An image fusion module 708, configured to fuse the channel images after the beauty processing to obtain a beauty image.
The image processing apparatus provided in the foregoing embodiment first counts the number of noise points of each channel image in the image to be processed, obtains the beauty parameter of each channel image according to the number of noise points, and then performs beauty processing on each channel image according to the obtained beauty parameter. Therefore, different beautifying treatments can be performed on each channel image, so that the beautifying treatment is optimized, and the image treatment is more accurate.
In one embodiment, the parameter obtaining module 704 is further configured to obtain a target region in the image to be processed; and counting the number of noise points corresponding to each channel image of the target region, and acquiring the beauty parameters corresponding to each channel image according to the number of the noise points.
In one embodiment, the parameter obtaining module 704 is further configured to detect a face region in the image to be processed, and use the face region as a target region; and/or detecting a face region in the image to be processed, acquiring a portrait region according to the face region, and taking the portrait region as a target region.
In one embodiment, the parameter obtaining module 704 is further configured to obtain corresponding person attribute features according to the image to be processed; and acquiring beauty parameters corresponding to the channel images according to the character attribute characteristics and the number of the noise points.
In an embodiment, the parameter obtaining module 704 is further configured to obtain a face region in the image to be processed, and obtain a feature of a person corresponding to the face region through a feature recognition model, where the feature recognition model is obtained through training a face sample set.
In an embodiment, the parameter obtaining module 704 is further configured to obtain a beauty category parameter corresponding to the image to be processed according to the character attribute feature, where the beauty category parameter is a parameter representing a beauty processing category; and acquiring a beauty degree parameter corresponding to each channel image according to the noise number, wherein the beauty degree parameter is a parameter representing beauty treatment degree.
In an embodiment, the beauty processing module 706 is further configured to perform a beauty process on each channel image according to the beauty category parameter and the beauty degree parameter.
The division of the modules in the image processing apparatus is only for illustration, and in other embodiments, the image processing apparatus may be divided into different modules as needed to complete all or part of the functions of the image processing apparatus.

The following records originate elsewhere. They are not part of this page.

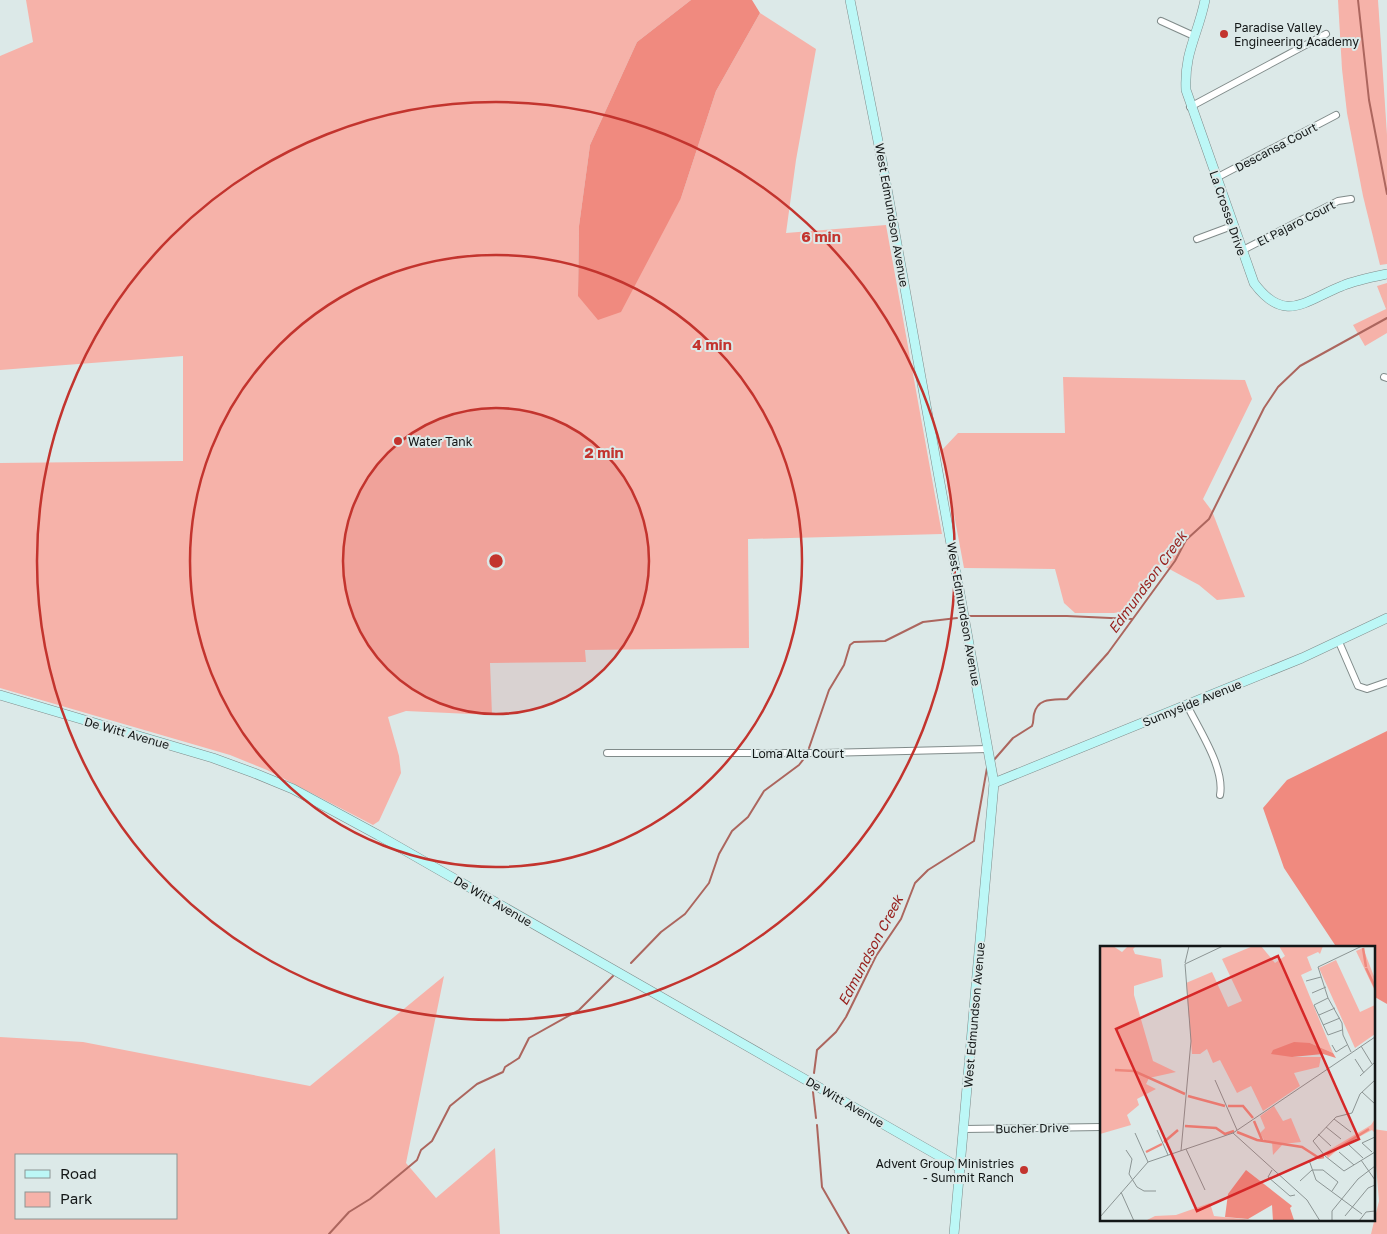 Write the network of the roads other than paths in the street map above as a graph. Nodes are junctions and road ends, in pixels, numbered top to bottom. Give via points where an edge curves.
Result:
1 (850, 0) edge
2 (1204, 0) edge
3 (1161, 22) dead end
4 (1326, 34) dead end
5 (1194, 36) junction
6 (1190, 107) junction
7 (1336, 115) dead end
8 (1216, 178) junction
9 (1351, 199) dead end
10 (1232, 226) junction
11 (1197, 239) dead end
12 (1241, 251) junction
13 (1387, 274) edge
14 (1387, 618) edge
15 (1339, 642) junction
16 (1387, 682) edge
17 (0, 696) edge
18 (1187, 705) junction
19 (988, 749) junction
20 (608, 753) dead end
21 (994, 783) junction
22 (1220, 795) dead end
23 (1100, 1127) edge
24 (964, 1129) junction
25 (960, 1168) junction
26 (954, 1234) edge

1 - 19 street, West Edmundson Avenue
2 - 5 street, La Crosse Drive via 1201,21
3 - 5 street
4 - 6 street
5 - 6 street, La Crosse Drive via 1185,75
6 - 8 street, La Crosse Drive
7 - 8 street, Descansa Court
8 - 10 street, La Crosse Drive
9 - 12 street, El Pajaro Court via 1338,201
10 - 11 street
10 - 12 street, La Crosse Drive
12 - 13 street, La Crosse Drive via 1262,294 1284,306 1312,302 1340,286
14 - 15 street, Sunnyside Avenue
15 - 16 street via 1358,686 1367,689
15 - 18 street, Sunnyside Avenue
17 - 25 street, De Witt Avenue via 213,758 293,790 394,844
18 - 21 street, Sunnyside Avenue
18 - 22 street via 1218,770 1222,782
19 - 20 street, Loma Alta Court
19 - 21 street, West Edmundson Avenue
21 - 24 street, West Edmundson Avenue
23 - 24 street, Bucher Drive
24 - 25 street, West Edmundson Avenue
25 - 26 street, West Edmundson Avenue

FIG. 8 is a diagram showing a configuration of an image processing system according to an embodiment. As shown in fig. 8, the image processing image includes a feature layer 802, an adaptation layer 804, and a processing layer 806. The feature layer 802 is used to obtain an image to be processed, and count the number of noise points in the image to be processed. And then carrying out face detection on the image to be processed, and acquiring corresponding character attribute characteristics according to a face area obtained by the face detection. The character attribute parameters may include a race characteristic parameter, a gender characteristic parameter, an age characteristic parameter, a skin color characteristic parameter, a skin type characteristic parameter, a face shape characteristic parameter, and a makeup characteristic parameter, which are not limited herein. The feature layer 802 sends the obtained noise quantity and the character attribute characteristics to the adaptation layer 804, and the adaptation layer 804 obtains corresponding beauty parameters according to the noise quantity and the character attribute characteristics corresponding to the image to be processed, and sends the beauty parameters to the processing layer 806. The processing layer 806 performs the beauty processing on the image to be processed according to the received beauty parameters, and then outputs the image after the beauty processing. The beautifying treatment may include, but is not limited to, skin polishing, skin whitening, eye enlarging, face thinning, skin color adjustment, speckle removal, eye brightening, pouch removal, tooth whitening, lip beautifying, and the like.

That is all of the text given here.